#### [What this task involves]
Your answer must hold only the lines below from the line containing "static void face(cairo_t" through the line containing "static void draw(cairo_t", each reproduced exactly.

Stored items

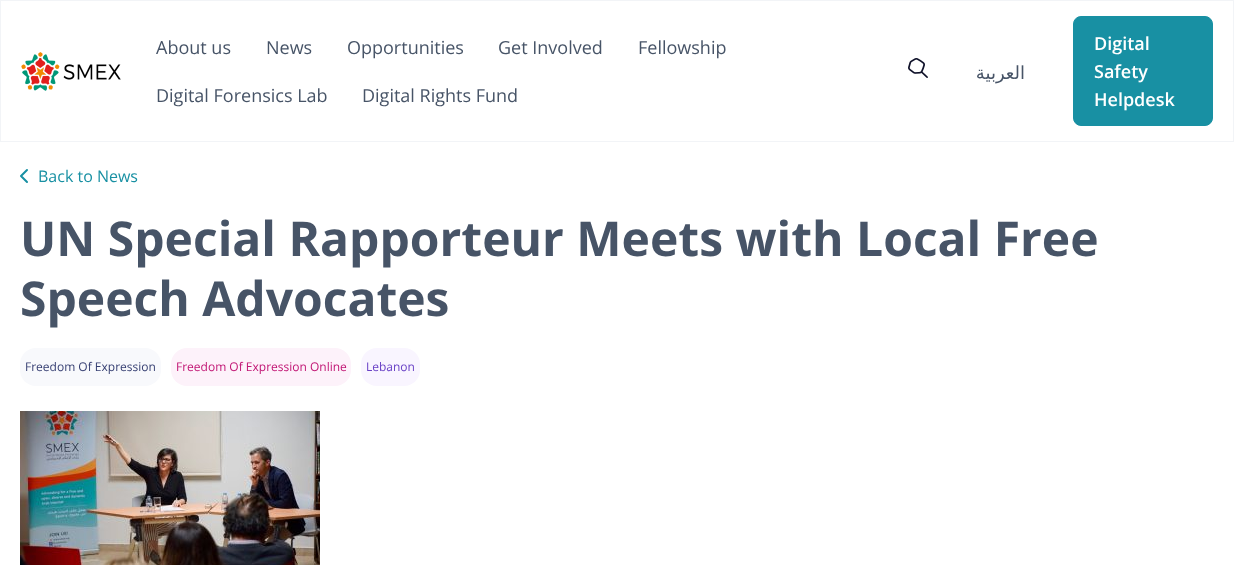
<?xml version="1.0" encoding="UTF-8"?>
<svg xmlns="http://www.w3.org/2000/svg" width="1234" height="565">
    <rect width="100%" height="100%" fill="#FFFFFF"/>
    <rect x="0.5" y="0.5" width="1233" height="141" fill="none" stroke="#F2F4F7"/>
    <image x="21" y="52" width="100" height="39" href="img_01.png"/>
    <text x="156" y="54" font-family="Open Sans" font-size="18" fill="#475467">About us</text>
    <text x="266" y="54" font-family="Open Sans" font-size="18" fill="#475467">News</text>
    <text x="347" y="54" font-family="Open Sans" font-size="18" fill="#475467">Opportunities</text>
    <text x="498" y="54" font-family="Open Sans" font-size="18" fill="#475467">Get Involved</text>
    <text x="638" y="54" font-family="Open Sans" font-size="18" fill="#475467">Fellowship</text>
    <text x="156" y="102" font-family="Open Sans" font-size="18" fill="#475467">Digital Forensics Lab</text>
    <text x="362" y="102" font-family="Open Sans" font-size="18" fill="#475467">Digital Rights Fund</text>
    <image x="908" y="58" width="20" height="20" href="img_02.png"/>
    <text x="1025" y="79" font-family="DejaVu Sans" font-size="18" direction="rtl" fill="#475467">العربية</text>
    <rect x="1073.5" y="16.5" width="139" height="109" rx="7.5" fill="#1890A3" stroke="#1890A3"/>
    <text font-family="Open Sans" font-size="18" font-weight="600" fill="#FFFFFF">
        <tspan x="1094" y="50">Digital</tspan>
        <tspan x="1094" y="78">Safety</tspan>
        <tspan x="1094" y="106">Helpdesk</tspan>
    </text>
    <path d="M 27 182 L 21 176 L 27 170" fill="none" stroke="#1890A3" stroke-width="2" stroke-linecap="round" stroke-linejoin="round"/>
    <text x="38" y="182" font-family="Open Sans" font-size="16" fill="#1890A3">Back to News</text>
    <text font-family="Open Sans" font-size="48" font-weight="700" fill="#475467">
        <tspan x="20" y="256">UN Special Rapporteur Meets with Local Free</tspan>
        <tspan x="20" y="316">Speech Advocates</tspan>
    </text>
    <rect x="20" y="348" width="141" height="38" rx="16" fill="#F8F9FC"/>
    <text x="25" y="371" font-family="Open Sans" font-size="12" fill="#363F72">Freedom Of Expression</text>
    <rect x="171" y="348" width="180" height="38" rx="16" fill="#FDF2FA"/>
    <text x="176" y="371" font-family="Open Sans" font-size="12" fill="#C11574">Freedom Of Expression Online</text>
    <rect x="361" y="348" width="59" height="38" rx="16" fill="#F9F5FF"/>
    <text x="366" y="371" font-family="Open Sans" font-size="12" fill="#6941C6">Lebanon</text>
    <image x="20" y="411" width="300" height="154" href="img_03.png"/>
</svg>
--
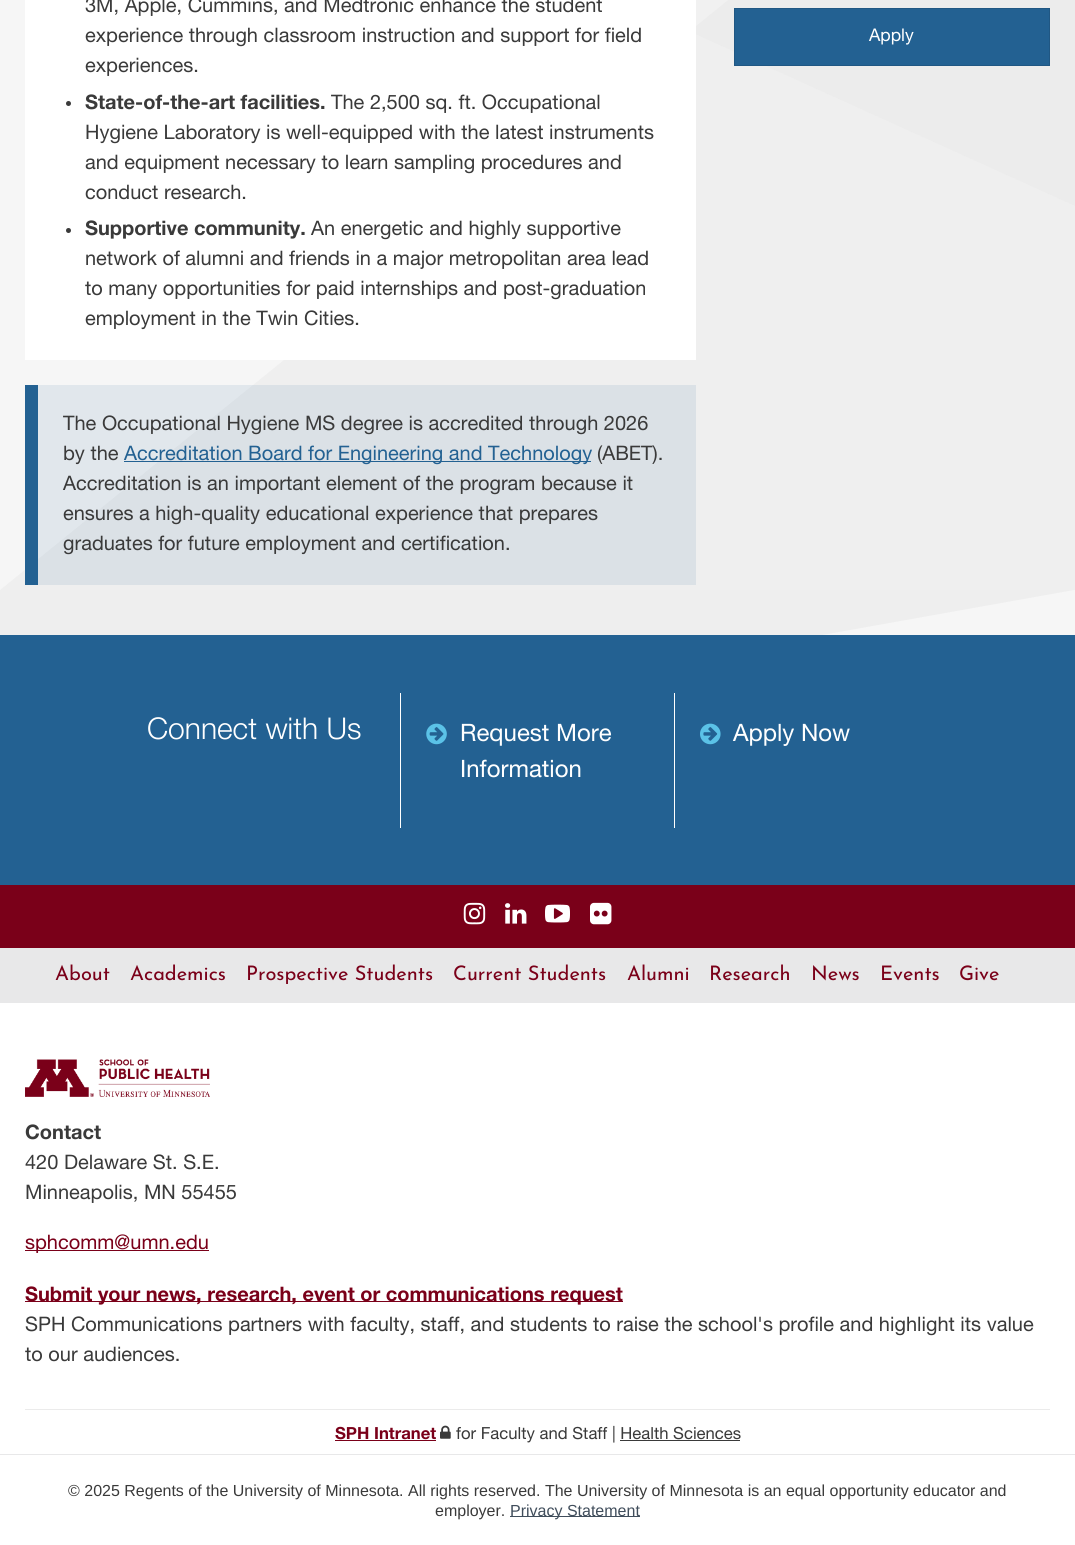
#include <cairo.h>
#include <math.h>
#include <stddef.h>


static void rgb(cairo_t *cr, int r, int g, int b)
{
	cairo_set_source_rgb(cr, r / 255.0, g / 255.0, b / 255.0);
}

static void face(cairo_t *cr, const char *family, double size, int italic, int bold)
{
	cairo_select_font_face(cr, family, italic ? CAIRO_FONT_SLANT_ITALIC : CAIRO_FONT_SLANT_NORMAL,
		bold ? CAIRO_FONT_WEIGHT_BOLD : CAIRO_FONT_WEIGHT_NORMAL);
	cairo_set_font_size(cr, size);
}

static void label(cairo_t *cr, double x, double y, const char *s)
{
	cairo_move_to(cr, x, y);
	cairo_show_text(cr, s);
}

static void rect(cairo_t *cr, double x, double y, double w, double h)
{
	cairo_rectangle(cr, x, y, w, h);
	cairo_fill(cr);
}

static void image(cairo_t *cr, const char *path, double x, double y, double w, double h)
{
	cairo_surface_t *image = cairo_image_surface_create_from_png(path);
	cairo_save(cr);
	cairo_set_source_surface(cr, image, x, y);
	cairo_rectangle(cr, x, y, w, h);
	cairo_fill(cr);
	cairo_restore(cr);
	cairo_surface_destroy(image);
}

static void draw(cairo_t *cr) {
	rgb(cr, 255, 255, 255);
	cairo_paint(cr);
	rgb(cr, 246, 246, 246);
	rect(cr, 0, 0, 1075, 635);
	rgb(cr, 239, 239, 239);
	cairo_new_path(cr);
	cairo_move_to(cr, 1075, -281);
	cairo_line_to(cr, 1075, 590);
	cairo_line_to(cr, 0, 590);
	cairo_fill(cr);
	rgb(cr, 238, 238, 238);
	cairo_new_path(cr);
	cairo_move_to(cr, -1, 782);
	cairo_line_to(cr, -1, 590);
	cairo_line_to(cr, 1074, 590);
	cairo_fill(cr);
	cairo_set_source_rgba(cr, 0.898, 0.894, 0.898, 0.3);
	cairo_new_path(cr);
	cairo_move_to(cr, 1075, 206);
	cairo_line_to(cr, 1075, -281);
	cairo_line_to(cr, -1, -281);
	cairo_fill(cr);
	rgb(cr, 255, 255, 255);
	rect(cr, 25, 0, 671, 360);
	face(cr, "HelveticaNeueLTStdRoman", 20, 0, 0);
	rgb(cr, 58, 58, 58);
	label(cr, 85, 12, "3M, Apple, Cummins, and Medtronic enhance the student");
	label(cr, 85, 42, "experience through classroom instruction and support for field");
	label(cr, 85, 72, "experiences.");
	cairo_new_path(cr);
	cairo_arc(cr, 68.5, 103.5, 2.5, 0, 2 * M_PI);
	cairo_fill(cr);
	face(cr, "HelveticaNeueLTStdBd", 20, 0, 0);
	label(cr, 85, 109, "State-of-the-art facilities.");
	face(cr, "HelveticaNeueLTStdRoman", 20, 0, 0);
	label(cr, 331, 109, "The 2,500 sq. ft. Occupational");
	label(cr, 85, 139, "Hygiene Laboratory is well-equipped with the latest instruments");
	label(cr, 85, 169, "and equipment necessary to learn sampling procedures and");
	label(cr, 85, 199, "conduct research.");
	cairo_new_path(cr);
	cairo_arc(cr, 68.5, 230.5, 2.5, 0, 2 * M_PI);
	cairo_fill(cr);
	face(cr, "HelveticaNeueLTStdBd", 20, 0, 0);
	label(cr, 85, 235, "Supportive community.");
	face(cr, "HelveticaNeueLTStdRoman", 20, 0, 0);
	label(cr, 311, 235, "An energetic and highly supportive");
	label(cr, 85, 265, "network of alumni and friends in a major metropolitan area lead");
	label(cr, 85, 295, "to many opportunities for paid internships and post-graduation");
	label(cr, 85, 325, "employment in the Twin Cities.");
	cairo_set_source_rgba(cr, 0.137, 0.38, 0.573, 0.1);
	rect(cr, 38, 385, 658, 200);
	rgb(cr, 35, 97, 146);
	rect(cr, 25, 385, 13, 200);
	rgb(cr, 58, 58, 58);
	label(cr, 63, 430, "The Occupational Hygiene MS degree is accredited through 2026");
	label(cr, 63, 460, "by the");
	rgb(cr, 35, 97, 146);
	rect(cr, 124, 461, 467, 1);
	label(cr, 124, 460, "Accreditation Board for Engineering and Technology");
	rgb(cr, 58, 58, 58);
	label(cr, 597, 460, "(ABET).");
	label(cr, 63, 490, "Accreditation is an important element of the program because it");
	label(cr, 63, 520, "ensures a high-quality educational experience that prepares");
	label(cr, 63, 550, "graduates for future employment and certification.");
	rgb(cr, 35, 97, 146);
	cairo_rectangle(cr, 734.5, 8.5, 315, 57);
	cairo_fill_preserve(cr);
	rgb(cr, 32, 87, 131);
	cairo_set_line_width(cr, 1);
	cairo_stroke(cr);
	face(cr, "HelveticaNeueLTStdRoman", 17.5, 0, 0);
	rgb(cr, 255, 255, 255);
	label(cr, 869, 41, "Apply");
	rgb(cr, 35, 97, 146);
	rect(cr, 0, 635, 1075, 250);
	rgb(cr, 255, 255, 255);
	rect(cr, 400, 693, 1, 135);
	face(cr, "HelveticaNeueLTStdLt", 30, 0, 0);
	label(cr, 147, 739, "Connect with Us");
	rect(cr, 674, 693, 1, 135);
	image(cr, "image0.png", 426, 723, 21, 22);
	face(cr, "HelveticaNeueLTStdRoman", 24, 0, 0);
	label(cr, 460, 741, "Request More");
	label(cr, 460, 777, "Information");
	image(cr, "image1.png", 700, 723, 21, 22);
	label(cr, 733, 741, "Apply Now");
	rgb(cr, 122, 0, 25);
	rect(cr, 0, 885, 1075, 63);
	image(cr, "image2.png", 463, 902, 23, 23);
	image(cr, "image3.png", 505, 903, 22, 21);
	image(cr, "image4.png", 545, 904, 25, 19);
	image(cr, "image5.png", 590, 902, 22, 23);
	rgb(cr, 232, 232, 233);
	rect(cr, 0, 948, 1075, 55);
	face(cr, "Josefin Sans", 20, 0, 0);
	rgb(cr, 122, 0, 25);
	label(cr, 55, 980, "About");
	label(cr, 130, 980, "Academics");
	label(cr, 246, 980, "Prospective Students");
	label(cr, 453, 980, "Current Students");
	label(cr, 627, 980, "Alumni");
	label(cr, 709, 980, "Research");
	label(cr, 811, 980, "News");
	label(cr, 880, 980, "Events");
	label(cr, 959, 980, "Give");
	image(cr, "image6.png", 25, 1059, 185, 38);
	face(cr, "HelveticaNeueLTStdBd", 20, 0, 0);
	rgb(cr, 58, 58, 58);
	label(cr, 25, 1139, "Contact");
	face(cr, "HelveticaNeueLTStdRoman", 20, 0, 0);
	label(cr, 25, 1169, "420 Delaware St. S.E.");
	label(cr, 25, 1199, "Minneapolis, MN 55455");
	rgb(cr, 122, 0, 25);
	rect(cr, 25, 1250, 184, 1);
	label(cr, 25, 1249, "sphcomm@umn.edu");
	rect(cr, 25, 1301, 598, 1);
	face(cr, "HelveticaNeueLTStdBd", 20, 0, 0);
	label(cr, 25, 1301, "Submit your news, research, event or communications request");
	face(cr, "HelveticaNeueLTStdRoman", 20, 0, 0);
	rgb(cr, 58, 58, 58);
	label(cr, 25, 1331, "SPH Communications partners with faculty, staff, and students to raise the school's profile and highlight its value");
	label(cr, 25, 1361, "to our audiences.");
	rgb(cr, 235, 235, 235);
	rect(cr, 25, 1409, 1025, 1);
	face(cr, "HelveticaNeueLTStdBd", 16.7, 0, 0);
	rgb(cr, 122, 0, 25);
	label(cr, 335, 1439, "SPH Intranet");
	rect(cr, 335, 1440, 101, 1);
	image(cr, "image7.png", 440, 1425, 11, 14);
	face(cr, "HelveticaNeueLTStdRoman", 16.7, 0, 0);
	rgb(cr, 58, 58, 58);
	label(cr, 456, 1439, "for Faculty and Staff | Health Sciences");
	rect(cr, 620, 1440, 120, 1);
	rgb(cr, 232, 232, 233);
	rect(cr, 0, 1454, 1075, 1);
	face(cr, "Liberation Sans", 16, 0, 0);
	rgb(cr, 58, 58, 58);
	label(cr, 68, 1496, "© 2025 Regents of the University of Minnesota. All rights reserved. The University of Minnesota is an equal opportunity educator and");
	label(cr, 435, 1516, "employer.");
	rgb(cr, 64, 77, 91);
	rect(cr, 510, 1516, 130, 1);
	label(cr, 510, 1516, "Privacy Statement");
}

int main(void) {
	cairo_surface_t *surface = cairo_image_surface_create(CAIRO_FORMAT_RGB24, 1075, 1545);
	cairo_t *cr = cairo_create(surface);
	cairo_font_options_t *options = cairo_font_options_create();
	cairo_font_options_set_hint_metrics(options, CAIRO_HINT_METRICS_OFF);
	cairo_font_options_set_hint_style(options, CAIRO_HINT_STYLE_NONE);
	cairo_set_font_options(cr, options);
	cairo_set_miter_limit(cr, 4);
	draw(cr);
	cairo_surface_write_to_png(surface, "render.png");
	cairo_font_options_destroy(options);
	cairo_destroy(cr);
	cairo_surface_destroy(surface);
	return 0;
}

#### [Answer to the problem]
static void face(cairo_t *cr, const char *family, double size, int italic, int bold)
{
	cairo_select_font_face(cr, family, italic ? CAIRO_FONT_SLANT_ITALIC : CAIRO_FONT_SLANT_NORMAL,
		bold ? CAIRO_FONT_WEIGHT_BOLD : CAIRO_FONT_WEIGHT_NORMAL);
	cairo_set_font_size(cr, size);
}

static void label(cairo_t *cr, double x, double y, const char *s)
{
	cairo_move_to(cr, x, y);
	cairo_show_text(cr, s);
}

static void rect(cairo_t *cr, double x, double y, double w, double h)
{
	cairo_rectangle(cr, x, y, w, h);
	cairo_fill(cr);
}

static void image(cairo_t *cr, const char *path, double x, double y, double w, double h)
{
	cairo_surface_t *image = cairo_image_surface_create_from_png(path);
	cairo_save(cr);
	cairo_set_source_surface(cr, image, x, y);
	cairo_rectangle(cr, x, y, w, h);
	cairo_fill(cr);
	cairo_restore(cr);
	cairo_surface_destroy(image);
}

static void draw(cairo_t *cr) {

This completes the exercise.